Below is a recommended AWS‐centric design. (Replace with analogous GCP/Azure services if desired.)
[ SOURCE SYSTEMS ]
↓
+----------------------------+
| 1. Raw Ingestion / Landing |
| - S3: s3://demand-planner-raw/ |
| - IAM Role: “demand-planner-ingest-role” |
+----------------------------+
↓ (Triggered by S3 Event or Scheduled Polling)
+----------------------------+
| 2. Preprocessing Pipeline |
| - AWS Lambda (small files) or AWS Batch/EKS Job |
| - PySpark/Pandas scripts read raw files, drop |
| unused columns, standardize schemas, clean, |
| cap outliers, encode categoricals, etc. |
| - Output → s3://demand-planner-processed/ |
+----------------------------+
↓ (Catalog & Partition in Glue or Athena)
+----------------------------+
| 3. Feature Store / Data Lake |
| - AWS Glue Data Catalog / AWS Athena tables |
| - “transactions_cleaned” partitioned by date |
+----------------------------+
↓ (Triggered daily/weekly via Step Functions)

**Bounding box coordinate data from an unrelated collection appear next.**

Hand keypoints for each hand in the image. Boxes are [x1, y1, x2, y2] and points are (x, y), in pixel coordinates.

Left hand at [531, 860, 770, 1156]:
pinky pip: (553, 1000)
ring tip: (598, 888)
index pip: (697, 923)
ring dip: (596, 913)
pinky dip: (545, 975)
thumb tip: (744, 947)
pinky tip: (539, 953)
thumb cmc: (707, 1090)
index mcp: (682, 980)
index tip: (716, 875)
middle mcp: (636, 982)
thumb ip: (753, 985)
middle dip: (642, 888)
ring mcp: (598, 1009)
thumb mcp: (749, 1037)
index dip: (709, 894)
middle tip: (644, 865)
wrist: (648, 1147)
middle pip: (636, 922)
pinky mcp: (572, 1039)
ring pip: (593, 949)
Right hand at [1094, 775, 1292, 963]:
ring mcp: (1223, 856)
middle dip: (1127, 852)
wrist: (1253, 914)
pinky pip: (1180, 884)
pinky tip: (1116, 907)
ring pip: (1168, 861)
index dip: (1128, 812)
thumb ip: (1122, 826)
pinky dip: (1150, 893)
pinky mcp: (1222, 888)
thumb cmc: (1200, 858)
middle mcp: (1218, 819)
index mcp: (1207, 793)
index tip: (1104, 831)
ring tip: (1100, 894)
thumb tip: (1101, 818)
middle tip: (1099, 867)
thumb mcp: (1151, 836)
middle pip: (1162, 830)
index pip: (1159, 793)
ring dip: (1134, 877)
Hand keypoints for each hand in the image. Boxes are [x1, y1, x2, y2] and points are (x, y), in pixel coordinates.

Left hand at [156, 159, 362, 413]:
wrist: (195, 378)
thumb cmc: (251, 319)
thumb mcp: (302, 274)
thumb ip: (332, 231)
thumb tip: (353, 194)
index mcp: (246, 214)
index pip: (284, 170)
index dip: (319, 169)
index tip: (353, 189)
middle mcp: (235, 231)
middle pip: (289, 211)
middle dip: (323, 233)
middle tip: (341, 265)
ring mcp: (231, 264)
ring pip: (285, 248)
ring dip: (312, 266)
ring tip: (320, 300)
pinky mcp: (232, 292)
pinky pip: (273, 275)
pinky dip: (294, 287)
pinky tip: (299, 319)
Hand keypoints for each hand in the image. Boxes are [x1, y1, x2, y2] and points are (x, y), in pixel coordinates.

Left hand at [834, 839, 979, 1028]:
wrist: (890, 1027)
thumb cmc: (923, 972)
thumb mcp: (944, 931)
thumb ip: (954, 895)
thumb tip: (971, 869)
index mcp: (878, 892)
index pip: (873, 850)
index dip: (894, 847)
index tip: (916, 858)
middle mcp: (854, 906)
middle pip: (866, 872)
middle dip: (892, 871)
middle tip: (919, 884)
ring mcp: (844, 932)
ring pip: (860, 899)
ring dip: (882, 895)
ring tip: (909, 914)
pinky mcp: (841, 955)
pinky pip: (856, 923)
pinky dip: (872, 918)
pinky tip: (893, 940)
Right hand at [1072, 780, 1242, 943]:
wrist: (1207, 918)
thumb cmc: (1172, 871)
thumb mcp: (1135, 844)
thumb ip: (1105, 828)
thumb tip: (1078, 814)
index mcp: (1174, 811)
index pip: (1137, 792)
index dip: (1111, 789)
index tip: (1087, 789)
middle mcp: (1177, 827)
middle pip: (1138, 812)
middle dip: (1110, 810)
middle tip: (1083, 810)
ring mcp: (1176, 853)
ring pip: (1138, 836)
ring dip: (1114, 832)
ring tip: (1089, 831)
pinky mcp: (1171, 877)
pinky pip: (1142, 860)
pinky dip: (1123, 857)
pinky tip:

+------------------------------------------+
| 4. Batch Training & Full‐Catalog Forecast|
| - AWS Step Functions orchestrates: |
| 1. **Prepare Training Data**: |
| - Query Athena or read from S3 |
| - Construct sliding windows, |
| train/val/test splits, encoders |
| 2. **Hyperparameter Tuning**: |
| - SageMaker Hyperparameter Tuning |
| Job (or custom Optuna in an EKS |
| Pod). |
| 3. **Model Training**: |
| - SageMaker Training Job (GPU) or |
| EKS Job (PyTorch, PyTorch Lightning)|
| 4. **Save Artifacts**: |
| - Best model checkpoint → S3 |
| - Encoder pickles, Scaler pickles → S3 |
| - Residual/Error stats → RDS/DynamoDB or S3 |
| 5. **Full‐Catalog Forecast**: |
| - Load final model, run inference on all SKUs (sliding windows) |
| - Store full forecasts → S3 (e.g., `s3://demand-planner-forecasts/YYYY-MM-DD/`) |
+------------------------------------------+
↓
+------------------------------+
| 5. Post‐Processing & Loading |
| - Optionally load forecasts |
| into an RDS (e.g., Postgres) or DynamoDB|
| - Update BI Dashboard (QuickSight) with |
| new forecasts and accuracy metrics |
+------------------------------+
↓
+----------------------------------+ +------------------------+
|6a. Scheduled Batch Inference | ←—— (trigger: daily/weekly ) | 6b. On‐Demand API Inference |
| (can overlap with “full‐catalog”) | | |
| - AWS Batch/EKS runs inference on | | - AWS API Gateway |
| designated SKUs (e.g., top 100) | | - FastAPI container |
| - Uses CPU instances (e.g., C5) | | - ECS Fargate or Lambda|
| - Reads latest encoders/scalers | | - Reads model from S3 |
| - Writes per‐SKU forecasts to S3/RDS| | - Returns JSON response|
+----------------------------------+ +------------------------+
**Legend of Key Services**
- **S3**: Data lake for raw files, processed data, model artifacts, forecasts.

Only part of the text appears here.